Our guide’s puppy that came along on the walk


Starting the trail

After a brief walk along the road you’ll turn on to a private farm track. After passing through the farm you’ll head along a narrow path beside the fields. This is a flat track and it’s in good condition for the first 700m.

After that there is a short section where it was really muddy on our visit and you had to hop from grassy verge to grassy verge, but this soon gave way to a grassy path that wasn’t too bad.

After 950m, all of which are flat, you’ll enter the forest. This is where the track gets prettier, but depending on how lucky you are with conditions, it is also where the real mud begins.


Through the forest

If it weren’t for all the mud this next section of track would be really easy - so hopefully you luck out with conditions! The forest is dense and beautiful, plants are trying to reclaim the narrow path, and the effect is that you feel fully immersed in nature.

At the 1.5km mark you’ll come to your first creek crossing. There are rocks to use as stepping stones here.

Getting wet is inevitable as the track goes on, so whether you choose to rock hop or just slosh right through depends on whether you want to keep your boots dry until the last moment. In the end I just walked straight through the water.

Following the crossing there is a very short uphill section before you arrive at what for us, was the muddiest bit of the whole track.

There wasn’t really a way around it, so if you’re in the same boat, then tie your shoes up tight because this mud will claim them given half the chance.

The second river crossing comes 2.1km into the walk and again we just walked through the water, though you could still rock hop at this point.

The water was a bit deeper here and if you weren’t careful you could go in way over knee height - but again, it had been super wet in this area, so it may normally be lower.


The river crossings continue

After this, you’ll have a bit of open track away from the cover of the forest, and for us it continued to be a mud bath. However by this point we were sort of getting used to it and no longer tried to keep our boots clean - they got a bit of a wash with each river crossing which helped.

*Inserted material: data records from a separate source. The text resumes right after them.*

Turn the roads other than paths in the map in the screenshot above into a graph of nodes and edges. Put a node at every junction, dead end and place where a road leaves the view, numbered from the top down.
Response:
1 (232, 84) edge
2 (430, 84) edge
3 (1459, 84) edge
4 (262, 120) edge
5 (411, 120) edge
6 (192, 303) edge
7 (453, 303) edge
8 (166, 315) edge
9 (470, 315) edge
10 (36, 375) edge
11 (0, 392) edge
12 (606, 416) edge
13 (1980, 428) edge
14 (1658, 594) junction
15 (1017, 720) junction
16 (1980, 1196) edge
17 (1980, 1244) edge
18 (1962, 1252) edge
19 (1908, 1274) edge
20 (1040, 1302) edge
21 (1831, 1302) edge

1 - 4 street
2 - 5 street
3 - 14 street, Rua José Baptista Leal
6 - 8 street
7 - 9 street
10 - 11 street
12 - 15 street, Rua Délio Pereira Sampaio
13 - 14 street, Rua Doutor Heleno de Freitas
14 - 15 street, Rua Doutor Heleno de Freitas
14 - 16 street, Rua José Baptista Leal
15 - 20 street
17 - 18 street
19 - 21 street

There are some undulations as you continue along the trail, but never any bits which are steep. The terrain can be uneven, but despite the mud, there weren’t any ups or downs which were slippery.

You will have spent a bit of time outside the forest with views to distant forested mountains, and at the 3km mark you re-enter the rainforest again. It’s particularly pretty and there’s a bit of a break in the mud.

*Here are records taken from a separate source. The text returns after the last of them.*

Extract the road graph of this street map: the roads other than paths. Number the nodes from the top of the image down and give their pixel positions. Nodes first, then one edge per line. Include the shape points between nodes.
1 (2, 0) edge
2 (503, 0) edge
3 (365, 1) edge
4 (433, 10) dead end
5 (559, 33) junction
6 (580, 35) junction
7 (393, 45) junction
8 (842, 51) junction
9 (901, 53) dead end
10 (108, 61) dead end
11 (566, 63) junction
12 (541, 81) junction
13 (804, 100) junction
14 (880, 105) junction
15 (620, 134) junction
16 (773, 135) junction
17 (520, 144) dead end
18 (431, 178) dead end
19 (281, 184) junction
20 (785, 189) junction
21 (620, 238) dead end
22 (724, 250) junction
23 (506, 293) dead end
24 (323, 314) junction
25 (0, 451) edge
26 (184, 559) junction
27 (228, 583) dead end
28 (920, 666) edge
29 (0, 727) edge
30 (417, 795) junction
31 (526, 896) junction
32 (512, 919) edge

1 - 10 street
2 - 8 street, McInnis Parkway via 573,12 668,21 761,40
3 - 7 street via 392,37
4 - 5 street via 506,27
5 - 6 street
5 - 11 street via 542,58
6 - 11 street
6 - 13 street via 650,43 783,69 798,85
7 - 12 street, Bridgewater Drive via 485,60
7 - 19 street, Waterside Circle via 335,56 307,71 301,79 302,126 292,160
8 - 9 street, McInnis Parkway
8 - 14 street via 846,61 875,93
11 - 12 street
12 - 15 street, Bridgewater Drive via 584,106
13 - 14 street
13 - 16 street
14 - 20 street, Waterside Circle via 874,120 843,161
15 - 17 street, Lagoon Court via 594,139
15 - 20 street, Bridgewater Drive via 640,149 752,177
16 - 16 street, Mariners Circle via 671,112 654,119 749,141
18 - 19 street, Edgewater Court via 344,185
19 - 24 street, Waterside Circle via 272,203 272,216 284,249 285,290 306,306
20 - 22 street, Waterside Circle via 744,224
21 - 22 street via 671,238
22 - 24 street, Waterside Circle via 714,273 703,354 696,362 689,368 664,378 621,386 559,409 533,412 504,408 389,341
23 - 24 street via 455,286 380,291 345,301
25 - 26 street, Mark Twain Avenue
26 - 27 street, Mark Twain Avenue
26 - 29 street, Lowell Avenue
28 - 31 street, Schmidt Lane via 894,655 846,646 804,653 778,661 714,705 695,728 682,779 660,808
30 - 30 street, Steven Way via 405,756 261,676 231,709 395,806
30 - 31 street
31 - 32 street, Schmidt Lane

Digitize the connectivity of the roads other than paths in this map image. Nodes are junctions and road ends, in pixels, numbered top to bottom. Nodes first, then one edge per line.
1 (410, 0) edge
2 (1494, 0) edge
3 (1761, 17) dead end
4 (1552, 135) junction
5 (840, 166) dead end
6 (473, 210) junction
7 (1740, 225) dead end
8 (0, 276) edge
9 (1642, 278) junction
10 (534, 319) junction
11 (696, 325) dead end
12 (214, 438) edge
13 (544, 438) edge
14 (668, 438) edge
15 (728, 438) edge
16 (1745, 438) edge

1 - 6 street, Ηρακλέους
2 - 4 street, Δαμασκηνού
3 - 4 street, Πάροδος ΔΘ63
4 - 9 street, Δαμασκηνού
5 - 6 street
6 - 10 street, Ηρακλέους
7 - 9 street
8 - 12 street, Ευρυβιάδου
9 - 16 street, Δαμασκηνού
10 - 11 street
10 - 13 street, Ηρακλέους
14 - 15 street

Just 50m later you’ll make the third river crossing, again rock hopping is still possible. There’s a little bit of uphill through the forest and then you’ll come to another series of river crossings.

I think there were technically three, but they sort of merge together to form one long one.

It was roughly 150m of rock hopping, or wading in water above the knee, but below the hips. Our guide stayed dry this whole time, so you definitely could if you don’t mind navigating a lot of sometimes slippery rocks.


The inevitable wading begins

Following the series of river crossings there’s some uphill on a dirt track. It’s rough and uneven, but not difficult. At the 4km mark the river turns a sensational pale blue and this is when I breathed a sigh of relief.

With so much preceding rain I’d wondered if the falls would have lost their spectacular blue colour, but as soon as I saw the turquoise river, I knew it would be ok! It’s not that the waterfall wouldn’t have been amazing without the blue water, but it definitely adds a touch of magic.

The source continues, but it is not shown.